§ **PROVIDED RECORDS**:
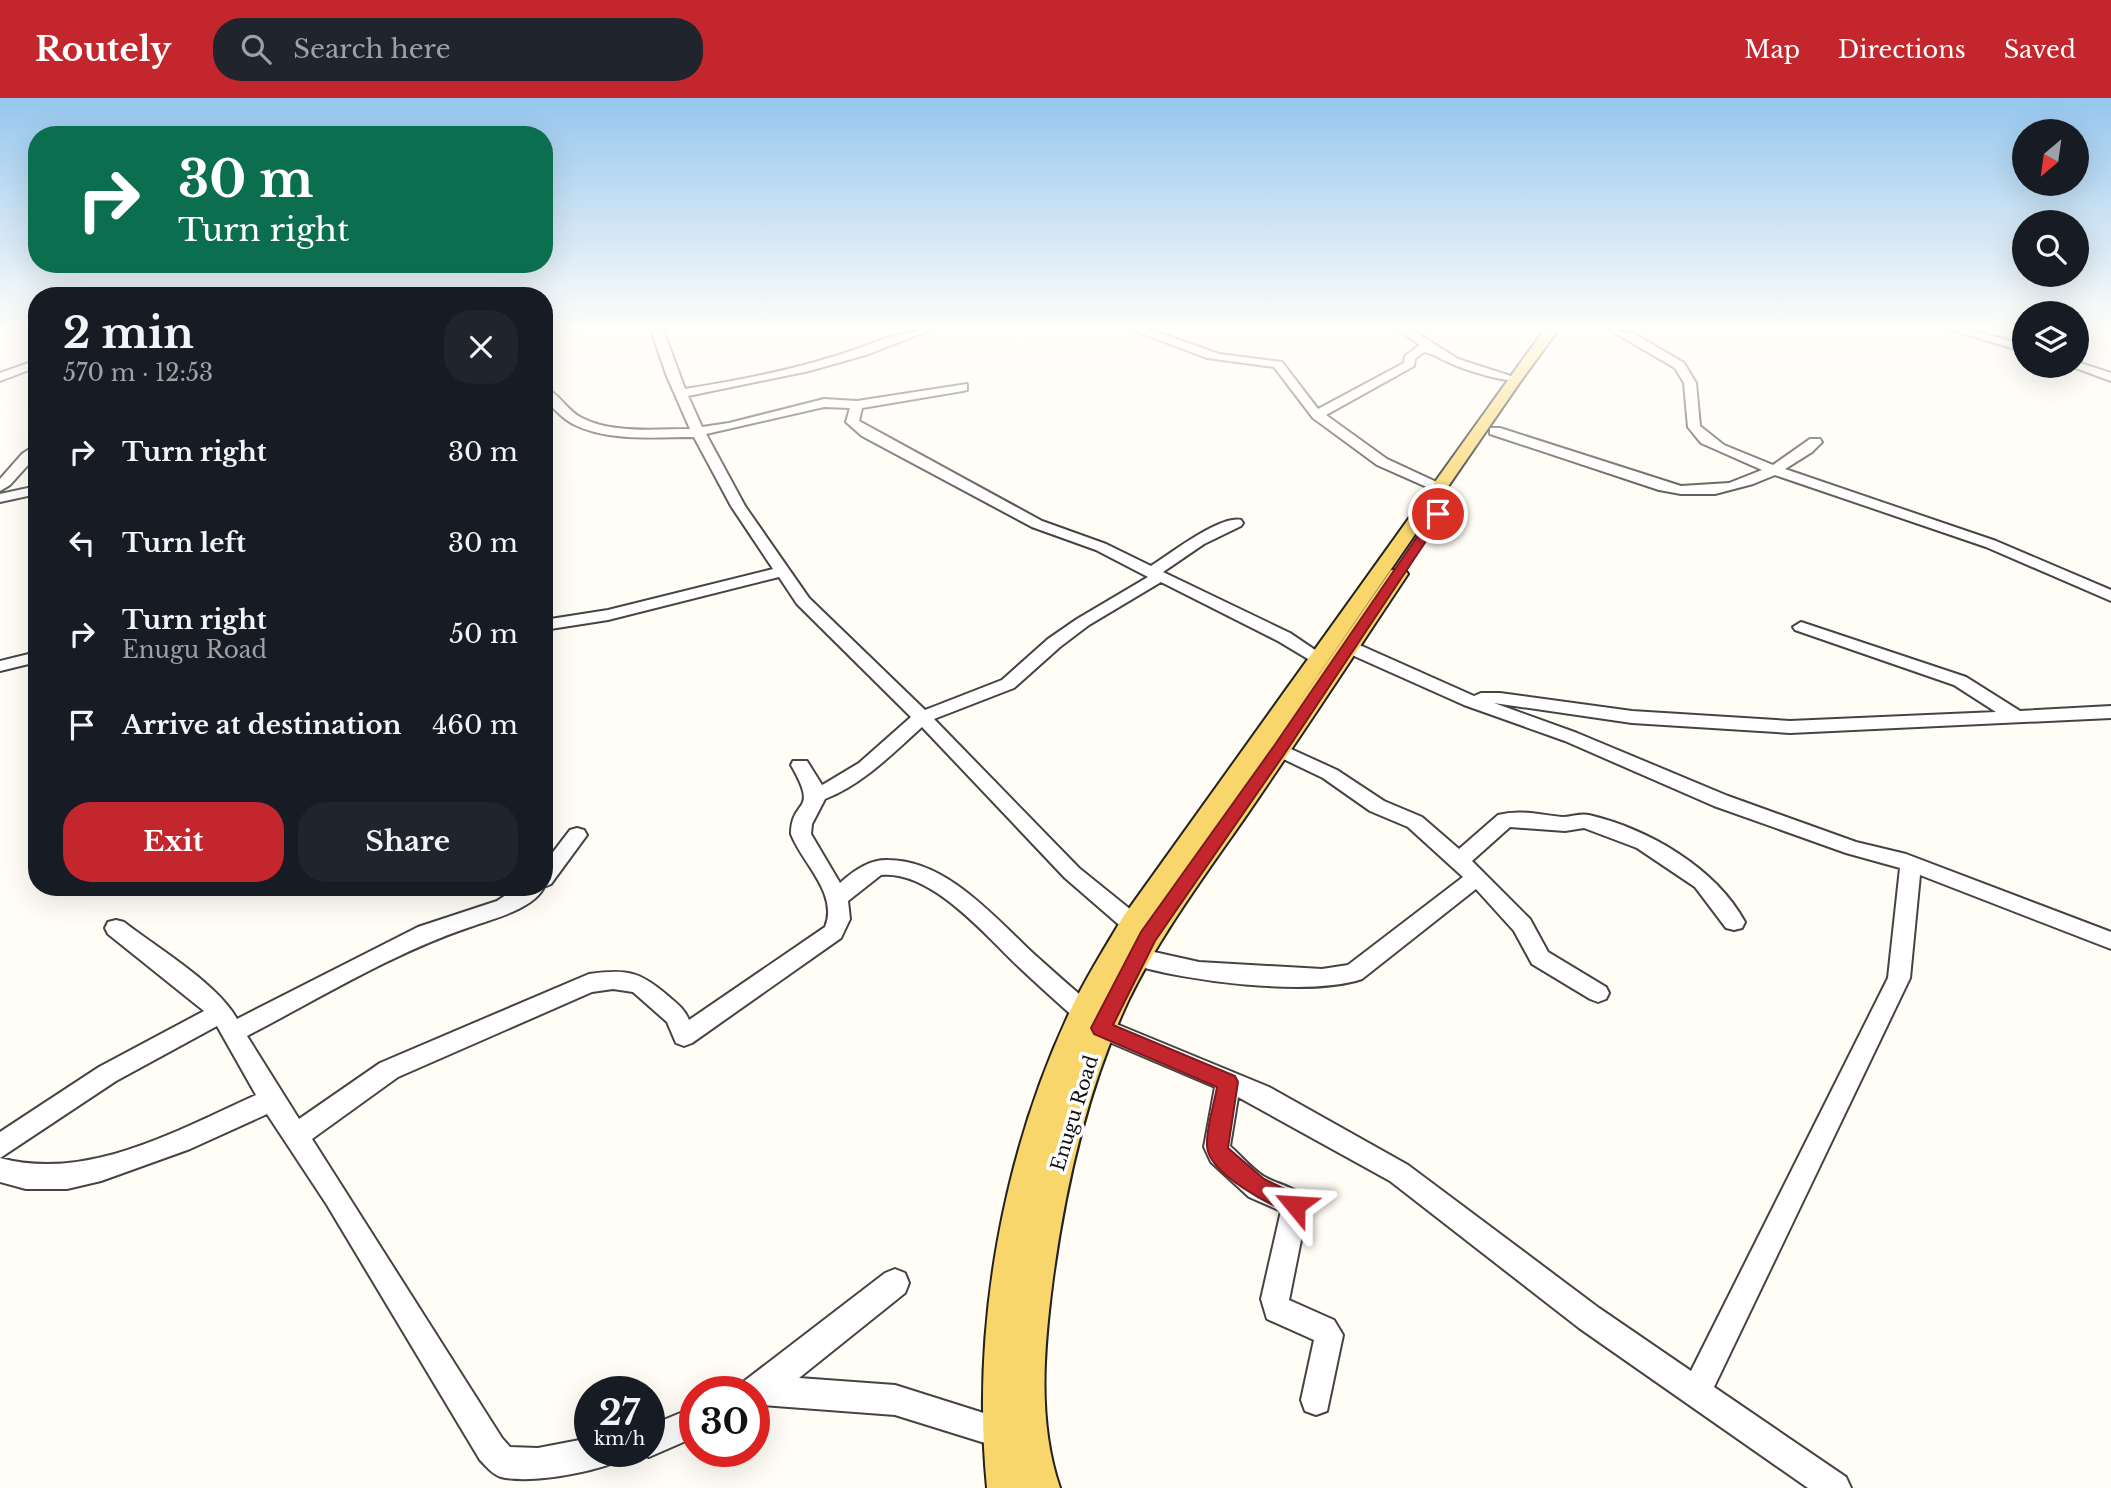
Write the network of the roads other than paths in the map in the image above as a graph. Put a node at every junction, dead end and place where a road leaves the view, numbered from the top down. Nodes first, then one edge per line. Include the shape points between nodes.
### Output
1 (682, 395) edge
2 (917, 395) edge
3 (1302, 395) edge
4 (1354, 395) edge
5 (1503, 395) edge
6 (1520, 395) edge
7 (1691, 395) edge
8 (553, 400) edge
9 (857, 405) junction
10 (1317, 415) junction
11 (1495, 431) junction
12 (699, 432) junction
13 (1815, 442) dead end
14 (28, 455) edge
15 (1778, 469) junction
16 (5, 483) edge
17 (28, 488) edge
18 (1438, 488) junction
19 (28, 492) edge
20 (0, 498) edge
21 (1236, 523) dead end
22 (782, 571) junction
23 (1155, 575) junction
24 (2111, 596) edge
25 (553, 624) edge
26 (1801, 627) dead end
27 (1349, 648) junction
28 (28, 658) edge
29 (1320, 658) junction
30 (0, 666) edge
31 (1470, 701) junction
32 (2111, 712) edge
33 (922, 718) junction
34 (2019, 718) junction
35 (1280, 750) junction
36 (800, 765) dead end
37 (815, 795) junction
38 (577, 835) dead end
39 (1459, 861) junction
40 (1911, 864) junction
41 (553, 867) edge
42 (1477, 877) junction
43 (521, 896) edge
44 (839, 897) junction
45 (1734, 922) dead end
46 (1132, 924) junction
47 (116, 928) dead end
48 (2111, 941) edge
49 (1136, 957) junction
50 (1598, 993) dead end
51 (1093, 1020) junction
52 (227, 1022) junction
53 (1228, 1082) junction
54 (272, 1100) junction
55 (297, 1135) junction
56 (0, 1147) edge
57 (0, 1170) edge
58 (895, 1283) dead end
59 (770, 1382) edge
60 (1697, 1391) junction
61 (770, 1393) edge
62 (1317, 1400) dead end
63 (1001, 1433) junction
64 (574, 1457) edge
65 (1006, 1488) edge
66 (1040, 1488) edge
67 (1835, 1488) edge

1 - 12 street
2 - 9 street
3 - 10 street
4 - 10 street
5 - 18 main road
6 - 11 main road, Enugu Road
7 - 15 street via 1694,428 1706,440
8 - 12 street via 588,426
9 - 12 street via 824,403
9 - 23 street via 852,422 867,433 1037,524 1101,547
10 - 18 street via 1382,462
11 - 15 street via 1689,492 1748,482
11 - 27 main road, Enugu Road
12 - 22 street via 738,506
13 - 15 street
14 - 16 street
15 - 24 street via 1991,544
16 - 17 street
18 - 29 main road
19 - 20 street
21 - 23 street via 1199,541
22 - 25 street via 608,615
22 - 33 street via 803,601
23 - 29 street
23 - 33 street via 1073,629 1008,684
26 - 34 street via 1960,681
27 - 31 street
27 - 35 main road, Enugu Road
28 - 30 street
29 - 46 main road
31 - 34 street via 1500,698 1632,718 1777,727
31 - 40 street via 1571,737 1721,801
32 - 34 street
33 - 37 street via 866,767
33 - 46 street via 1072,873
35 - 39 street via 1330,774 1377,806 1415,822
35 - 49 main road, Enugu Road
36 - 37 street
37 - 44 street via 800,831
38 - 41 street
39 - 42 street
39 - 45 street via 1505,820 1586,821 1644,844 1702,882
40 - 48 street
40 - 60 street via 1899,978
42 - 49 street via 1354,974 1322,978 1199,971
42 - 50 street via 1522,925 1540,958
43 - 52 street via 505,907 426,933
44 - 51 street via 859,878 885,866 915,873 950,892 998,930
44 - 55 street via 833,932 684,1035 676,1016 639,984 589,983 389,1069
46 - 51 main road
47 - 52 street via 198,991
49 - 51 main road, Enugu Road
51 - 53 street
51 - 63 main road via 1044,1128 1015,1253 1004,1321
51 - 66 main road, Enugu Road via 1054,1181 1029,1324 1027,1399 1031,1454
52 - 54 street
52 - 56 street via 146,1051 75,1093
53 - 60 street via 1399,1173 1589,1318
53 - 62 street via 1217,1147 1220,1154 1258,1188 1295,1205 1275,1298 1277,1308 1288,1316 1329,1335
54 - 55 street
54 - 57 street via 181,1142 101,1169 67,1177 26,1177
55 - 64 street via 491,1449 503,1462 538,1464
58 - 59 street
60 - 67 street
61 - 63 street via 895,1401
63 - 65 main road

§ **YOUR OBJECTIVE**:
Output the full listing verbatim; pictures stay out.

§ **RESULT OF THIS TASK**:
Write the network of the roads other than paths in the map in the image above as a graph. Put a node at every junction, dead end and place where a road leaves the view, numbered from the top down. Nodes first, then one edge per line. Include the shape points between nodes.
### Output
1 (682, 395) edge
2 (917, 395) edge
3 (1302, 395) edge
4 (1354, 395) edge
5 (1503, 395) edge
6 (1520, 395) edge
7 (1691, 395) edge
8 (553, 400) edge
9 (857, 405) junction
10 (1317, 415) junction
11 (1495, 431) junction
12 (699, 432) junction
13 (1815, 442) dead end
14 (28, 455) edge
15 (1778, 469) junction
16 (5, 483) edge
17 (28, 488) edge
18 (1438, 488) junction
19 (28, 492) edge
20 (0, 498) edge
21 (1236, 523) dead end
22 (782, 571) junction
23 (1155, 575) junction
24 (2111, 596) edge
25 (553, 624) edge
26 (1801, 627) dead end
27 (1349, 648) junction
28 (28, 658) edge
29 (1320, 658) junction
30 (0, 666) edge
31 (1470, 701) junction
32 (2111, 712) edge
33 (922, 718) junction
34 (2019, 718) junction
35 (1280, 750) junction
36 (800, 765) dead end
37 (815, 795) junction
38 (577, 835) dead end
39 (1459, 861) junction
40 (1911, 864) junction
41 (553, 867) edge
42 (1477, 877) junction
43 (521, 896) edge
44 (839, 897) junction
45 (1734, 922) dead end
46 (1132, 924) junction
47 (116, 928) dead end
48 (2111, 941) edge
49 (1136, 957) junction
50 (1598, 993) dead end
51 (1093, 1020) junction
52 (227, 1022) junction
53 (1228, 1082) junction
54 (272, 1100) junction
55 (297, 1135) junction
56 (0, 1147) edge
57 (0, 1170) edge
58 (895, 1283) dead end
59 (770, 1382) edge
60 (1697, 1391) junction
61 (770, 1393) edge
62 (1317, 1400) dead end
63 (1001, 1433) junction
64 (574, 1457) edge
65 (1006, 1488) edge
66 (1040, 1488) edge
67 (1835, 1488) edge

1 - 12 street
2 - 9 street
3 - 10 street
4 - 10 street
5 - 18 main road
6 - 11 main road, Enugu Road
7 - 15 street via 1694,428 1706,440
8 - 12 street via 588,426
9 - 12 street via 824,403
9 - 23 street via 852,422 867,433 1037,524 1101,547
10 - 18 street via 1382,462
11 - 15 street via 1689,492 1748,482
11 - 27 main road, Enugu Road
12 - 22 street via 738,506
13 - 15 street
14 - 16 street
15 - 24 street via 1991,544
16 - 17 street
18 - 29 main road
19 - 20 street
21 - 23 street via 1199,541
22 - 25 street via 608,615
22 - 33 street via 803,601
23 - 29 street
23 - 33 street via 1073,629 1008,684
26 - 34 street via 1960,681
27 - 31 street
27 - 35 main road, Enugu Road
28 - 30 street
29 - 46 main road
31 - 34 street via 1500,698 1632,718 1777,727
31 - 40 street via 1571,737 1721,801
32 - 34 street
33 - 37 street via 866,767
33 - 46 street via 1072,873
35 - 39 street via 1330,774 1377,806 1415,822
35 - 49 main road, Enugu Road
36 - 37 street
37 - 44 street via 800,831
38 - 41 street
39 - 42 street
39 - 45 street via 1505,820 1586,821 1644,844 1702,882
40 - 48 street
40 - 60 street via 1899,978
42 - 49 street via 1354,974 1322,978 1199,971
42 - 50 street via 1522,925 1540,958
43 - 52 street via 505,907 426,933
44 - 51 street via 859,878 885,866 915,873 950,892 998,930
44 - 55 street via 833,932 684,1035 676,1016 639,984 589,983 389,1069
46 - 51 main road
47 - 52 street via 198,991
49 - 51 main road, Enugu Road
51 - 53 street
51 - 63 main road via 1044,1128 1015,1253 1004,1321
51 - 66 main road, Enugu Road via 1054,1181 1029,1324 1027,1399 1031,1454
52 - 54 street
52 - 56 street via 146,1051 75,1093
53 - 60 street via 1399,1173 1589,1318
53 - 62 street via 1217,1147 1220,1154 1258,1188 1295,1205 1275,1298 1277,1308 1288,1316 1329,1335
54 - 55 street
54 - 57 street via 181,1142 101,1169 67,1177 26,1177
55 - 64 street via 491,1449 503,1462 538,1464
58 - 59 street
60 - 67 street
61 - 63 street via 895,1401
63 - 65 main road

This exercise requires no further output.